その1つ1つの懲戒事由は必要でしょうか。

不要なものは無いでしょうか。

なぜこのような問いかけをするかというと、
私どもも非常に考えさせられるきっかけとなった「ある社員さんの意見」がありました。

一般的に、懲戒事由の中に次のような起債があります。

「無断欠勤5日以上したとき(正当な理由なく5日以上出勤しないとき)」

確かにこの文章だけを見ると、
「そりゃ、5日間も無断欠勤しているのだから、始末書なり何らかの懲戒処分になるだろう」と思います。

しかし、ある企業の社員さんと懲戒規定について考えていた時のこと、ポロッと言われたのです。

「…5日以上って書いてありますが、無断欠勤で5日になる前に連絡を取ると思うんですけど…」と。

言われてみれば、その通りだと思いました。

「何かあったら罰せるようにしておかないと」という発想が懲戒事由を複雑にしていますが、
そもそも健全な職場・率直な視点からみると、異質なものばかりですね。

もちろん、企業の発展に従って「不測の事態」が起こるかもしれません。

しかし、就業規則は万能ではありません。
就業規則に書いてあるから、厳しく罰せられるからという理由だけでは「良い会社」にはなりません。

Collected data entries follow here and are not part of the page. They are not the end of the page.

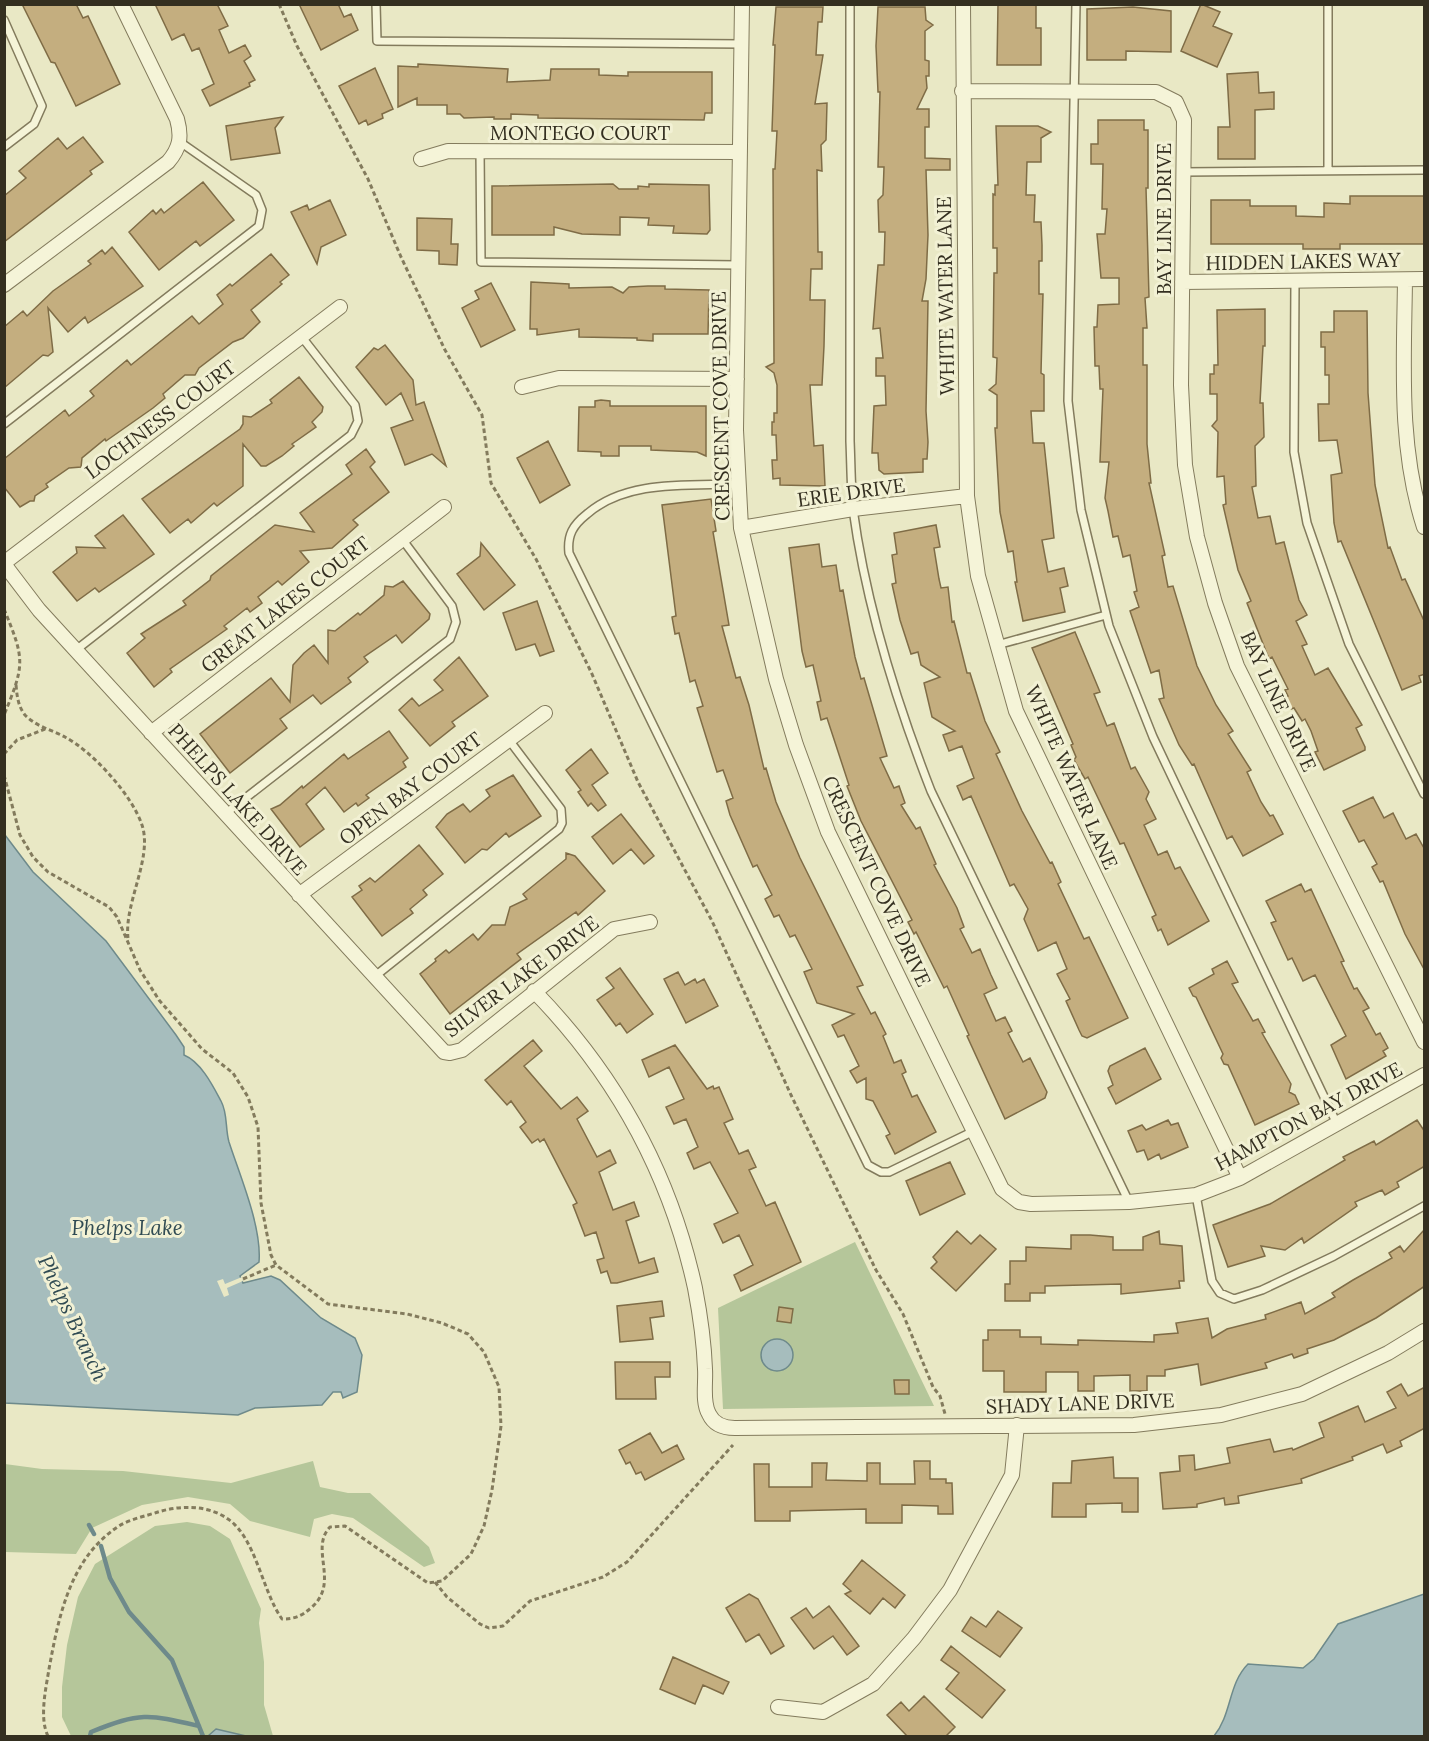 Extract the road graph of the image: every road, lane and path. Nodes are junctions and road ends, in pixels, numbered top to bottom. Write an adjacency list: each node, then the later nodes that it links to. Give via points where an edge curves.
1 (121, 4): 13 (street, via 177,119)
2 (279, 4): 73 (path, via 368,179 445,350 482,415 491,483 536,559 592,674 638,782 688,872 796,1106 876,1270 903,1314 940,1396)
3 (376, 4): 10 (lane, via 377,41)
4 (742, 4): 10 (street, CRESCENT COVE DRIVE)
5 (850, 4): 35 (lane, via 850,441)
6 (963, 4): 11 (street, WHITE WATER LANE)
7 (1076, 4): 12 (lane)
8 (1328, 4): 19 (lane)
9 (4, 20): 14 (lane, via 42,106 34,124)
10 (742, 44): 16 (street, CRESCENT COVE DRIVE)
11 (962, 91): 12 (street); 33 (street, WHITE WATER LANE)
12 (1074, 92): 20 (street, BAY LINE DRIVE, via 1156,93 1176,102 1184,120); 41 (lane, via 1068,401 1081,510)
13 (180, 142): 26 (street, via 168,162); 31 (lane, via 256,195 262,210 259,226)
14 (4, 147)
15 (480, 151): 16 (street, MONTEGO COURT); 17 (street, MONTEGO COURT, via 448,151); 21 (lane, via 481,262)
16 (740, 152): 21 (street, CRESCENT COVE DRIVE)
17 (421, 159)
18 (1425, 170): 19 (lane)
19 (1328, 171): 20 (lane)
20 (1183, 172): 25 (street, BAY LINE DRIVE)
21 (738, 265): 29 (street, CRESCENT COVE DRIVE)
22 (1425, 279): 23 (street, HIDDEN LAKES WAY)
23 (1405, 280): 24 (street, HIDDEN LAKES WAY); 36 (street, via 1403,398 1413,493)
24 (1295, 281): 25 (street, HIDDEN LAKES WAY); 52 (lane, via 1294,452 1307,524 1349,644)
25 (1182, 282): 59 (street, BAY LINE DRIVE, via 1185,465 1197,537 1215,603 1237,666)
26 (4, 285)
27 (340, 307): 28 (street, LOCHNESS COURT)
28 (301, 336): 39 (street, LOCHNESS COURT); 43 (lane, via 355,405 357,421 351,435)
29 (737, 379): 30 (street, via 559,378); 32 (street, CRESCENT COVE DRIVE)
30 (522, 387)
31 (4, 424)
32 (739, 484): 37 (street, CRESCENT COVE DRIVE); 63 (lane, via 620,493 599,503 573,528 569,553 868,1165 889,1172)
33 (967, 496): 35 (street, ERIE DRIVE); 42 (street, WHITE WATER LANE, via 978,576)
34 (444, 507): 38 (street, GREAT LAKES COURT)
35 (854, 509): 37 (street, ERIE DRIVE); 66 (lane, via 878,630 904,721 931,791)
36 (1425, 527)
37 (741, 528): 63 (street, CRESCENT COVE DRIVE, via 776,679 828,832)
38 (402, 539): 48 (street, GREAT LAKES COURT); 53 (lane, via 452,606 456,622 450,639)
39 (4, 563): 43 (street, PHELPS LAKE DRIVE, via 39,610)
40 (4, 609): 44 (path, via 21,648)
41 (1107, 615): 42 (lane); 62 (lane, via 1153,737)
42 (997, 645): 64 (street, WHITE WATER LANE, via 1016,711)
43 (76, 650): 48 (street, PHELPS LAKE DRIVE)
44 (16, 685): 46 (path); 47 (path, via 27,717)
45 (545, 713): 49 (street, OPEN BAY COURT)
46 (4, 715)
47 (47, 729): 50 (path, via 17,740); 56 (path, via 66,737 111,777 141,823 143,844 126,924)
48 (151, 733): 53 (street, PHELPS LAKE DRIVE)
49 (509, 740): 54 (street, OPEN BAY COURT); 57 (lane, via 561,809 559,829)
50 (4, 754)
51 (4, 775): 56 (path, via 21,835 33,857 48,872 109,907)
52 (1425, 794)
53 (225, 814): 54 (street, PHELPS LAKE DRIVE)
54 (300, 895): 57 (street, PHELPS LAKE DRIVE)
55 (650, 922): 58 (street, SILVER LAKE DRIVE, via 614,929)
56 (128, 942): 69 (path, via 159,1000 202,1049 233,1073 248,1097 258,1126 260,1194 268,1244)
57 (374, 977): 60 (street, PHELPS LAKE DRIVE, via 439,1048)
58 (534, 991): 60 (street, SILVER LAKE DRIVE, via 462,1050); 73 (street, SHADY LANE DRIVE, via 602,1071 654,1162 689,1263 702,1333 705,1404 712,1420 727,1428)
59 (1425, 1042)
60 (450, 1053)
61 (1425, 1075): 62 (street, HAMPTON BAY DRIVE)
62 (1338, 1125): 64 (street, HAMPTON BAY DRIVE)
63 (974, 1131): 67 (street, CRESCENT COVE DRIVE, via 1002,1189 1019,1202)
64 (1240, 1178): 65 (street, HAMPTON BAY DRIVE)
65 (1196, 1195): 66 (street, HAMPTON BAY DRIVE); 68 (lane, via 1212,1281 1220,1293 1234,1299 1334,1256)
66 (1129, 1202): 67 (street, HAMPTON BAY DRIVE)
67 (1030, 1204)
68 (1425, 1206)
69 (276, 1265): 70 (path); 75 (path, via 328,1304 407,1314 442,1323 468,1334 484,1352 499,1387 501,1426 492,1490 484,1526 471,1554 452,1574)
70 (243, 1279)
71 (1425, 1331): 72 (street, SHADY LANE DRIVE, via 1302,1394 1221,1415 1134,1425)
72 (1017, 1425): 73 (street, SHADY LANE DRIVE); 76 (street, via 1007,1484 950,1590 914,1638 873,1684 823,1713)
73 (945, 1426)
74 (733, 1445): 75 (path, via 627,1562 603,1577 530,1601 503,1626 489,1628 480,1624)
75 (435, 1582): 77 (path, via 413,1576 345,1526 330,1527 324,1534 324,1590 318,1602 294,1619 282,1619 244,1537 229,1520 203,1508 169,1509 121,1525 100,1540 80,1566 60,1612 44,1717)
76 (778, 1707)
77 (48, 1737)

ズラリと並んでいる懲戒事由は「本当に」必要でしょうか。
わが社にとって「本当に」必要な懲戒事由は何でしょうか。

改めて考えてみられてはいかがでしょうか。

■まとめ


今回は、「懲戒規定」とはなにか、また懲戒規定が果たす役割について見てきました。

これらを踏まえ、懲戒規定はぜひ全社員(あるいはプロジェクトメンバー)で考えることをお勧めします。

経営者が一方的に決めた懲戒規定は、
いくら本質であったとしても「縛られている」という感をぬぐえないこと、
また、知らなければ気を付けようもないからです。

話し合う時は、具体的に次のような質問をしてみます。

「仲間として、こんな考え方・こんな行動・こんな仕事は許せない、という行為はなんですか?」と。

仕事に対しての行為がたくさん出る会社もあれば、
お客様に対する迷惑行為が許せないという会社も、
社内の仲間を大切にしない時に許せない、という意見がたくさん出る会社もあります。

この答えを考える中で、御社、そして御社の社員さまが
「何を大切に仕事をしているのか」がわかるでしょう。

その中で、経営者しか見えていない(感じていない)視点があれば付け加えるのも有効です。

大切なことは「ともに考える」ということ。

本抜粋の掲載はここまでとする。